根据https://github.com/PaddlePaddle/Paddle/pull/25688 对Optimizer进行修改后,问题依旧没有得到解决。
将LookAheadOptimizer做下文所示的修改后,模型精度恢复,与不加lookahead相似,怀疑是optimizer中slow_params的初始化有问题。
我对lookaheadOptimizer的修改:
with fluid.framework.program_guard(main_block.program,startup_program):
# Add Var k to main prog and startup prog
k = fluid.layers.create_global_var(
name="lookahead_k",
shape=[1],
value=int(self.k),
dtype='int32',
persistable=True)
# Add Var alpha to main prog and startup prog
alpha = fluid.layers.create_global_var(
name="lookahead_alpha",
shape=[1],
value=1.0,
dtype='float32',
persistable=True)
alpha2 = fluid.layers.create_global_var(
name="lookahead_alpha2",
shape=[1],
value=float(self.alpha),
dtype='float32',
persistable=True) #这里增加alpha2, 把alpha的初值设为1.0
# Add Var step
step = fluid.layers.create_global_var(
name="lookahead_step",
shape=[1],
value=int(0),
dtype='int32',
persistable=True)
fluid.layers.increment(x=step, value=1.0, in_place=True)
# lookahead
zero_var = fluid.layers.fill_constant(shape=[1], dtype='float32', value=0.0)

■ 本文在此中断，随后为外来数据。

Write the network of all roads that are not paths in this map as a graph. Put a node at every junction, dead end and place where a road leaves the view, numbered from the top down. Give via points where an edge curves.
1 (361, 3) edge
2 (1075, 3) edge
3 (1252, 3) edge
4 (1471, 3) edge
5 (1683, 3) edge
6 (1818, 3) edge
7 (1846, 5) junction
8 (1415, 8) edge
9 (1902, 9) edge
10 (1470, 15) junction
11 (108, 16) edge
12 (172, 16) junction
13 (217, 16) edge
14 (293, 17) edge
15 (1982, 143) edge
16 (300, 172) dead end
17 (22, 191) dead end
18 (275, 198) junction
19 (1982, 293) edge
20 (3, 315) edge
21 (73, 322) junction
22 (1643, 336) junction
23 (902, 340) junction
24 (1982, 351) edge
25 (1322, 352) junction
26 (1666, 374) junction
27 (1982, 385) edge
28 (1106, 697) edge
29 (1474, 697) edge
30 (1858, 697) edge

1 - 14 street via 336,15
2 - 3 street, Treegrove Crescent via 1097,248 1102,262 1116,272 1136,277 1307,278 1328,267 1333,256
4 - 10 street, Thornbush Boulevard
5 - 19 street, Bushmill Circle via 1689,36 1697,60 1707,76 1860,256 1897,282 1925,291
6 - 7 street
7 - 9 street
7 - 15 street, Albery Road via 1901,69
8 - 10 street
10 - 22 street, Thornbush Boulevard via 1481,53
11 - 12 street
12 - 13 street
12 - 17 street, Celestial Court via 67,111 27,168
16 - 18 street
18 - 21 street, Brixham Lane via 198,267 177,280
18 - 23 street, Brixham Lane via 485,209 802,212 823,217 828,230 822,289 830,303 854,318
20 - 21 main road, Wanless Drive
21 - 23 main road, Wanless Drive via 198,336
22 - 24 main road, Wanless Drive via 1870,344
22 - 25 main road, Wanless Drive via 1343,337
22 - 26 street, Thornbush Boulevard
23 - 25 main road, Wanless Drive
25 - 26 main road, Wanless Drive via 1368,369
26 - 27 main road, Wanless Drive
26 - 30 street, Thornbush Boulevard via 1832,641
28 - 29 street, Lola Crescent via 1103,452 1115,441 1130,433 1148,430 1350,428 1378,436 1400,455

one_var = fluid.layers.fill_constant(shape=[1], dtype='float32', value=1.0)
mod = fluid.layers.elementwise_mod(step, k)
with fluid.layers.control_flow.Switch() as switch:
with switch.case(step == k * 8): #这里增加一个switch case, 在step=40时把alpha从1.0更改为self.alpha。k=2时似乎训练也没有问题。
fluid.layers.assign(input=alpha2, output=alpha)
with switch.case(mod == zero_var):
for param_name in params:
fast_var = main_block.var(param_name)
slow_var = param_to_slow[param_name]
tmp_var = fluid.layers.elementwise_add(
fluid.layers.elementwise_mul(fast_var, alpha),
fluid.layers.elementwise_mul(slow_var, one_var - alpha))
fluid.layers.assign(input=tmp_var, output=slow_var)
fluid.layers.assign(input=tmp_var, output=fast_var)
with switch.default():
pass
return mini_out